** Your instructions **
Restate all of the entries exactly. Any picture in them should be skipped.

── Task input ──

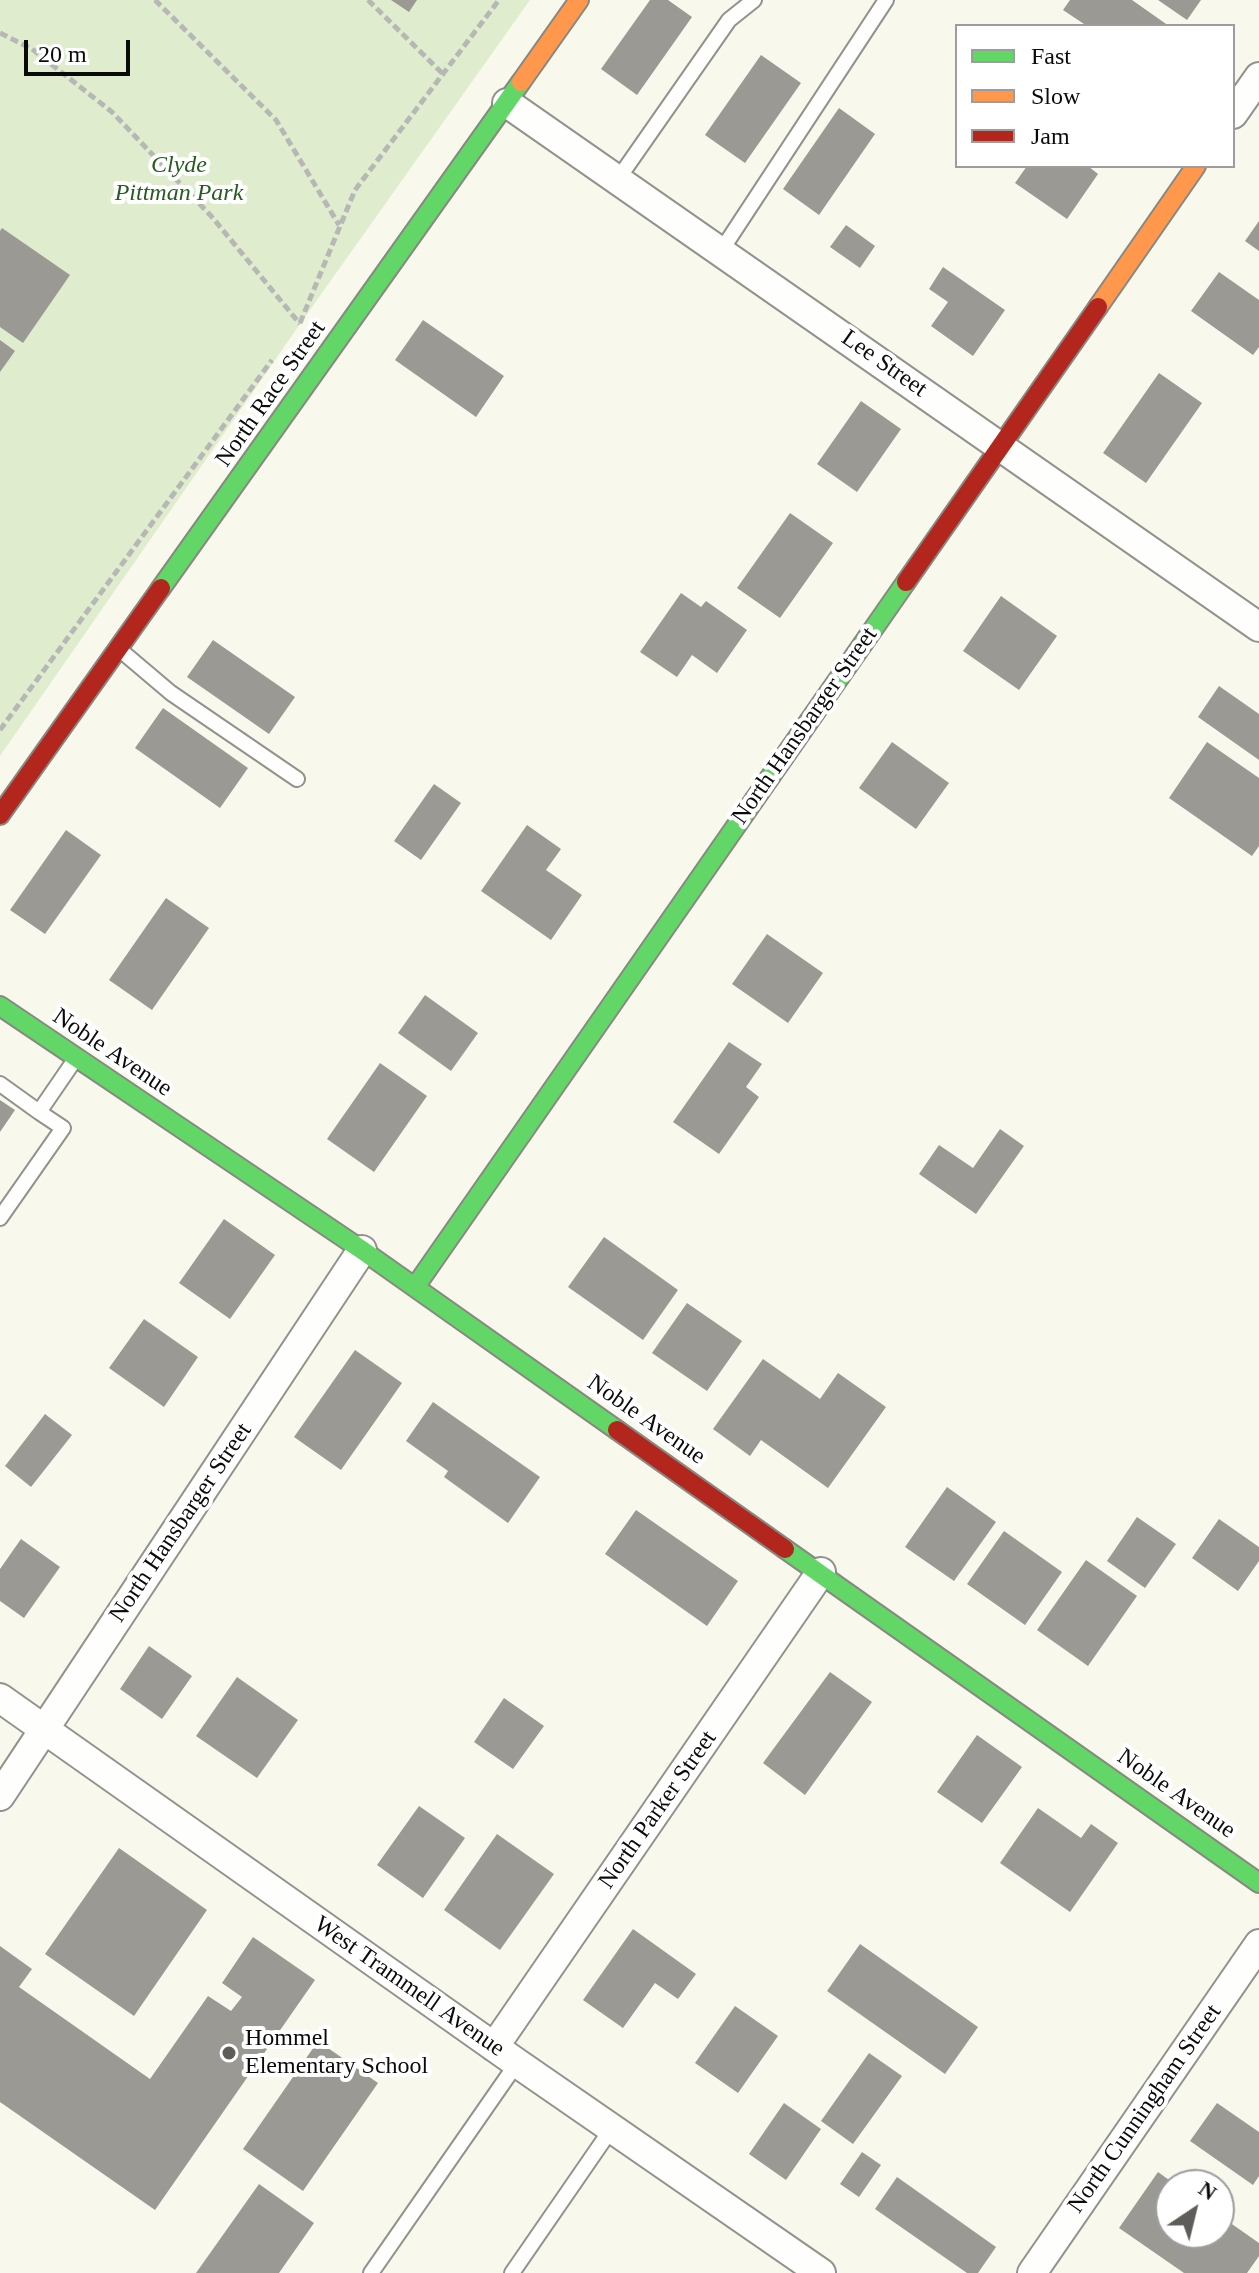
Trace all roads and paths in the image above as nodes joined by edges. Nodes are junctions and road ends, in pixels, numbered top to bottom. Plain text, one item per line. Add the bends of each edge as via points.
1 (155, 0) edge
2 (368, 0) edge
3 (499, 0) edge
4 (579, 0) edge
5 (754, 0) edge
6 (886, 0) edge
7 (0, 33) edge
8 (442, 73) junction
9 (1259, 77) edge
10 (507, 103) junction
11 (1235, 111) edge
12 (1195, 168) edge
13 (618, 179) junction
14 (340, 226) junction
15 (721, 251) junction
16 (300, 324) junction
17 (290, 336) dead end
18 (281, 349) dead end
19 (1001, 446) junction
20 (1259, 627) edge
21 (119, 649) junction
22 (0, 730) edge
23 (297, 779) dead end
24 (0, 815) edge
25 (0, 1006) edge
26 (77, 1058) junction
27 (0, 1084) edge
28 (39, 1112) junction
29 (0, 1218) edge
30 (362, 1250) junction
31 (415, 1287) junction
32 (821, 1572) junction
33 (0, 1698) edge
34 (44, 1730) junction
35 (0, 1796) edge
36 (1259, 1883) edge
37 (1259, 1944) edge
38 (506, 2055) junction
39 (612, 2128) junction
40 (371, 2273) edge
41 (512, 2273) edge
42 (821, 2273) edge
43 (1032, 2273) edge

1 - 14 path via 276,120
2 - 8 path
3 - 8 path
4 - 10 street, North Race Street
5 - 13 lane via 729,20
6 - 15 lane
7 - 16 path via 32,49 112,112 212,217
8 - 14 path via 355,190
9 - 11 street
10 - 13 street, Lee Street
10 - 21 street, North Race Street
12 - 19 street, North Hansbarger Street
13 - 15 street, Lee Street
14 - 16 path
15 - 19 street, Lee Street
16 - 17 path
18 - 22 path
19 - 20 street, Lee Street
19 - 31 street, North Hansbarger Street
21 - 23 lane via 171,693
21 - 24 street, North Race Street
25 - 26 street, Noble Avenue
26 - 28 lane
26 - 30 street, Noble Avenue
27 - 28 lane
28 - 29 lane via 63,1128
30 - 31 street, Noble Avenue
30 - 34 street, North Hansbarger Street
31 - 32 street, Noble Avenue
32 - 36 street, Noble Avenue
32 - 38 street, North Parker Street
33 - 34 street, West Trammell Avenue
34 - 35 street, North Hansbarger Street
34 - 38 street, West Trammell Avenue
37 - 43 street, North Cunningham Street
38 - 39 street, West Trammell Avenue
38 - 40 lane
39 - 41 lane
39 - 42 street, West Trammell Avenue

───

** Answer area **
Trace all roads and paths in the image above as nodes joined by edges. Nodes are junctions and road ends, in pixels, numbered top to bottom. Plain text, one item per line. Add the bends of each edge as via points.
1 (155, 0) edge
2 (368, 0) edge
3 (499, 0) edge
4 (579, 0) edge
5 (754, 0) edge
6 (886, 0) edge
7 (0, 33) edge
8 (442, 73) junction
9 (1259, 77) edge
10 (507, 103) junction
11 (1235, 111) edge
12 (1195, 168) edge
13 (618, 179) junction
14 (340, 226) junction
15 (721, 251) junction
16 (300, 324) junction
17 (290, 336) dead end
18 (281, 349) dead end
19 (1001, 446) junction
20 (1259, 627) edge
21 (119, 649) junction
22 (0, 730) edge
23 (297, 779) dead end
24 (0, 815) edge
25 (0, 1006) edge
26 (77, 1058) junction
27 (0, 1084) edge
28 (39, 1112) junction
29 (0, 1218) edge
30 (362, 1250) junction
31 (415, 1287) junction
32 (821, 1572) junction
33 (0, 1698) edge
34 (44, 1730) junction
35 (0, 1796) edge
36 (1259, 1883) edge
37 (1259, 1944) edge
38 (506, 2055) junction
39 (612, 2128) junction
40 (371, 2273) edge
41 (512, 2273) edge
42 (821, 2273) edge
43 (1032, 2273) edge

1 - 14 path via 276,120
2 - 8 path
3 - 8 path
4 - 10 street, North Race Street
5 - 13 lane via 729,20
6 - 15 lane
7 - 16 path via 32,49 112,112 212,217
8 - 14 path via 355,190
9 - 11 street
10 - 13 street, Lee Street
10 - 21 street, North Race Street
12 - 19 street, North Hansbarger Street
13 - 15 street, Lee Street
14 - 16 path
15 - 19 street, Lee Street
16 - 17 path
18 - 22 path
19 - 20 street, Lee Street
19 - 31 street, North Hansbarger Street
21 - 23 lane via 171,693
21 - 24 street, North Race Street
25 - 26 street, Noble Avenue
26 - 28 lane
26 - 30 street, Noble Avenue
27 - 28 lane
28 - 29 lane via 63,1128
30 - 31 street, Noble Avenue
30 - 34 street, North Hansbarger Street
31 - 32 street, Noble Avenue
32 - 36 street, Noble Avenue
32 - 38 street, North Parker Street
33 - 34 street, West Trammell Avenue
34 - 35 street, North Hansbarger Street
34 - 38 street, West Trammell Avenue
37 - 43 street, North Cunningham Street
38 - 39 street, West Trammell Avenue
38 - 40 lane
39 - 41 lane
39 - 42 street, West Trammell Avenue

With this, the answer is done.